L’IDEOLOGO GUALTIERI

RomaRoberto Gualtieri, vicedirettore della Fondazione Gramsci, storico e membro della direzione Pd, è considerato uno degli «ideologi» dell’area dalemiana. E non ha mai risparmiato critiche alla linea di Walter Veltroni.
Professor Gualtieri, il Pd sembra una babele più che un partito: dalemiani contro veltroniani, ex Ppi contro ex Ds, Nord contro Centro...
«C’è un evidente problema di capacità di sintesi da parte della leadership, che non riesce a tenere insieme le diverse anime attorno a un progetto. Il gruppo dirigente Pd ha evitato un’analisi seria della sconfitta elettorale, ha scelto di emarginare una parte della maggioranza interna, e lancia accuse di complotti e aggressioni al segretario. Veltroni però dovrebbe dirci se intende essere il segretario di tutti o solo un capocorrente. C’è una complessiva fragilità politica, e la si giustifica dando la colpa ai “complottatori” interni invece che riflettendo sugli errori».
L’alleanza con Di Pietro è uno degli errori?
«Gli abbiamo consentito di massimizzare il suo risultato, regalandogli una sovra-rappresentazione in Parlamento. E nella storia della Vigilanza l’asse di ferro con Di Pietro ci ha portato allo schiaffo dell’elezione di Villari».
Sulla vicenda Vigilanza lei ha denunciato addirittura un clima «stalinista» nel partito. Siamo a questo?
«Sulla Vigilanza abbiamo fatto una bella frittata e invece di riflettere sul pasticcio combinato e trovare una via d’uscita, si è preferito lanciare accuse di intelligenza col nemico e di complotto dalemiano. L’aggressione subita da Latorre ne è un esempio».
Cosa rimprovera a Veltroni?
«Vorrei premettere che trovo fuori luogo questa assoluta centralità data alla questione Rai: come ordine di priorità per un partito mi pare un po’ strano, mentre sono in ballo questioni ben più importanti, dal federalismo fiscale alla crisi economica. Detto ciò, è stato sbagliato pensare di poter imporre l’elezione di un candidato su cui non c’era quel minimo di consenso necessario. Serviva più duttilità e fantasia, lo sforzo di individuare una figura autorevole (come si è fatto con Zavoli, ma fuori tempo massimo) che rendesse difficile al Pdl dire di no, com’è stato da parte loro sulla Consulta».
Ora come se ne esce?
«Mi pare che sospettosità e paura dei complotti abbia reso poco lucidi nella gestione della faccenda. Se uno si asserraglia in una banca con degli ostaggi non gli si dice: “Esci subito che ti ammazzo”. Si cerca di trattare, no?».

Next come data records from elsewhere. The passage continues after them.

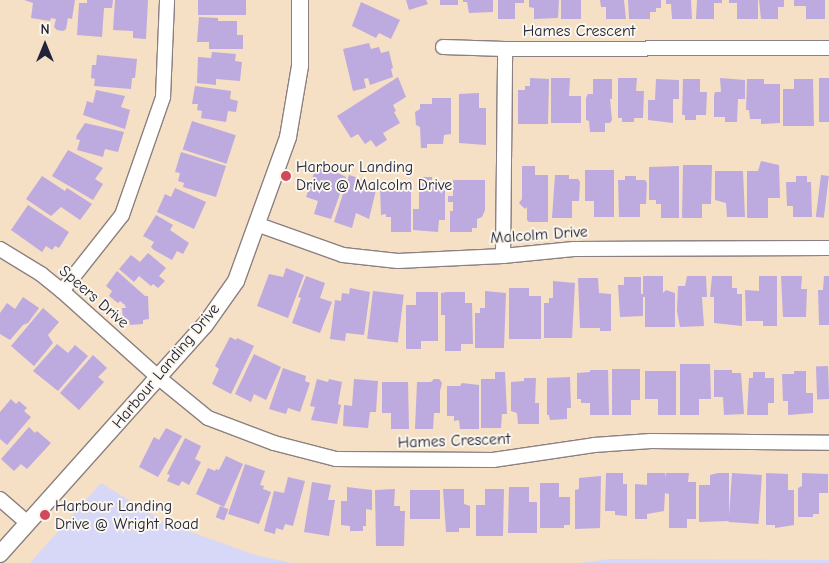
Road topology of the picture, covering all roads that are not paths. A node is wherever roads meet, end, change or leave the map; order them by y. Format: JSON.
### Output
{"nodes":[{"id":1,"x":167,"y":0,"type":"edge"},
{"id":2,"x":300,"y":0,"type":"edge"},
{"id":3,"x":442,"y":48,"type":"dead end"},
{"id":4,"x":829,"y":48,"type":"edge"},
{"id":5,"x":505,"y":49,"type":"junction"},
{"id":6,"x":256,"y":224,"type":"junction"},
{"id":7,"x":829,"y":248,"type":"edge"},
{"id":8,"x":0,"y":249,"type":"edge"},
{"id":9,"x":503,"y":256,"type":"junction"},
{"id":10,"x":62,"y":291,"type":"junction"},
{"id":11,"x":159,"y":378,"type":"junction"},
{"id":12,"x":829,"y":443,"type":"edge"},
{"id":13,"x":0,"y":499,"type":"edge"},
{"id":14,"x":28,"y":523,"type":"junction"},
{"id":15,"x":0,"y":554,"type":"edge"}],
"edges":[{"from":1,"to":10,"type":"street"},
{"from":2,"to":6,"type":"street","name":"Harbour Landing Drive"},
{"from":3,"to":5,"type":"street"},
{"from":4,"to":5,"type":"street","name":"Hames Crescent"},
{"from":5,"to":9,"type":"street","name":"Hames Crescent"},
{"from":6,"to":9,"type":"street","name":"Malcolm Drive"},
{"from":6,"to":11,"type":"street","name":"Harbour Landing Drive"},
{"from":7,"to":9,"type":"street","name":"Malcolm Drive"},
{"from":8,"to":10,"type":"street","name":"Speers Drive"},
{"from":10,"to":11,"type":"street","name":"Speers Drive"},
{"from":11,"to":12,"type":"street","name":"Hames Crescent"},
{"from":11,"to":14,"type":"street","name":"Harbour Landing Drive"},
{"from":13,"to":14,"type":"street"},
{"from":14,"to":15,"type":"street","name":"Harbour Landing Drive"}]}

Che pensa delle ipotesi di Pd del Nord?
«È un ennesimo sintomo preoccupante di fragilità politica. Se non ci si sbriga a dare un fondamento politico comune a questo partito, prevalgono le spinte centrifughe. Per fortuna in questo caso non si può certo dare la colpa a D’Alema. Ma in una situazione di scarsa chiarezza politica e di mancanza di un progetto comune, su ogni problema si rischia un trauma: vedi la questione del Pse e della collocazione internazionale. O le oscillazioni nella linea di opposizione, sempre in bilico tra demonizzazione e accordi fumosi.

O la confusione sulle alleanze: invece di oscillare tra tentazioni bipartitiche che farebbero del Pd un cartello elettorale e la riproposizione di un modello frontista (alla fine due facce della stessa medaglia), occorre impostare le alleanze intorno a un chiaro profilo riformista del Pd».
Al Pd serve un congresso in cui contarsi?
«Se al gruppo dirigente manca la capacità di fare chiarezza sulla linea e superare le tensioni tra le diverse anime, il congresso diventa inevitabile».